He and Galvan were thick as thieves. On their own they could have been okay, but they fed off each other, and that made for bad news. Galvan was our tank commander. Fitzpatrick, the driver, was this big arrogant bastard we called Rooster for how cocky he was. Not for no reason. Dude was smart, seemed like he basically got what the world was like, how to make his ugly piece of it better, but the truth about war is, some people are good at it, and people tend to enjoy showing off their talents.

  Me, I couldn’t stand the army, felt like an idiot for ever believing left-right-left would solve my problems. Grinding pills to snort in my parents’ basement, working nights in a video store. I thought enlisting would give me a higher purpose, something to fight for, but as it turned out I was the same person anywhere. A watcher. Usually the wrong-place-wrong-time kind. To my credit, though, I did get tired enough of Galvan and his pictures to speak up. Said, “You ain’t worried about those Geneva Conventions or nothing, huh, Sergeant?”

  Galvan just laughed.

  “You heard me, though, Sarge?”

  He acted like he didn’t, took another picture just to rub it in, and then rose to his full height, which wasn’t much. This scrawny Puerto Rican dude, but not scrawny in a weak way, he had that wiry workingman’s strength. Held the camera close to his mouth and blew the dust from the lens.

  “Geneva Conventions? That’s good, Sleed. Real smart. Don’t you know this whole fucking war is illegal?”

  He shook his head like I was too much of a fool to bother with, looking at the screen on the camera, scrolling through what he’d gotten.
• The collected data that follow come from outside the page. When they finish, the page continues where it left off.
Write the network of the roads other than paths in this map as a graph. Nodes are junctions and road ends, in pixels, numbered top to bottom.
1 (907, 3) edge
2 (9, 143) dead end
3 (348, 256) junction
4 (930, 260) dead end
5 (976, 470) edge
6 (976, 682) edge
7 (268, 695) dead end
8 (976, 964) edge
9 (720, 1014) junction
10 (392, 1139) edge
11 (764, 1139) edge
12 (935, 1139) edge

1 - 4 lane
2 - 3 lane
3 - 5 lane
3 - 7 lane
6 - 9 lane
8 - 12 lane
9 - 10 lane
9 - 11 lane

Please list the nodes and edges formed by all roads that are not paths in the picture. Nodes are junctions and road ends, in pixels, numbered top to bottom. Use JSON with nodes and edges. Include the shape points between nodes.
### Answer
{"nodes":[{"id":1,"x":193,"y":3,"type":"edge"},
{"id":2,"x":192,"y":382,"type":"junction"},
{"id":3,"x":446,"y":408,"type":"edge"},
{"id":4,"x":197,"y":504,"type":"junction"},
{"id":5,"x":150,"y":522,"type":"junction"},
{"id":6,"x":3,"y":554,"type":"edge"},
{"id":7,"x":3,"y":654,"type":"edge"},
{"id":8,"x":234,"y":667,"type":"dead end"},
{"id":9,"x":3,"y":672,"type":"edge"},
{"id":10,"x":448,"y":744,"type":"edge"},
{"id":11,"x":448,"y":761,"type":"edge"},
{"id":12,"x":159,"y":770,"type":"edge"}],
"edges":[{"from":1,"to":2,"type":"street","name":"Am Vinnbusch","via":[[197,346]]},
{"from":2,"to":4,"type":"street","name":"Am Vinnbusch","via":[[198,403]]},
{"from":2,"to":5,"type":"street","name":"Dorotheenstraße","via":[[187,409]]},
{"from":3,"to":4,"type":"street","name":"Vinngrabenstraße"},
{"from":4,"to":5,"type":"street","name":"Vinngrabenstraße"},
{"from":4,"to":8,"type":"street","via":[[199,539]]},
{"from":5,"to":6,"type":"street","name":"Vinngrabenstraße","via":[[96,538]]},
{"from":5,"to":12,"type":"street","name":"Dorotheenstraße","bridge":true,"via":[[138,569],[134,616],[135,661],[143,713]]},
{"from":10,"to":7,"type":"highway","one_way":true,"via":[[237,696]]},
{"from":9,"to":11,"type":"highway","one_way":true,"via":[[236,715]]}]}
  “Well, I just wanna go on record,” I said. “All respect, I think this is some sick-ass bullshit.”

  “Noted. Now fuck off.”

  We hung around till we spotted Sergeant First Class Blornsbaum, our platoon’s head honcho, making his way up the ridgeline from the road where our own tanks were parked. Seeing him put the fear back in us. Galvan stopped with the camera and slipped it in his chem-suit thigh pocket, playing it cool, but Blornsbaum had not just fallen off the turnip truck yesterday, as he always said about himself.

  He was a lifer. Veteran of Gulf War I, Kosovo, and peacetime posts all over the world. Skin the color of a toad’s belly that refused to tan and would only burn in the desert, so he was always slathering sunscreen on himself, real diligent about shit like that, personal hygiene. He stood there trying to look tough, but it came out painfully confused, like someone had just smacked him on the back of the head, his eyes passing over Fitzpatrick, me, Galvan, the dead bodies, the burned-out tanks, and finally back to Galvan and his pocket, where the camera was stowed. He knew we knew he knew.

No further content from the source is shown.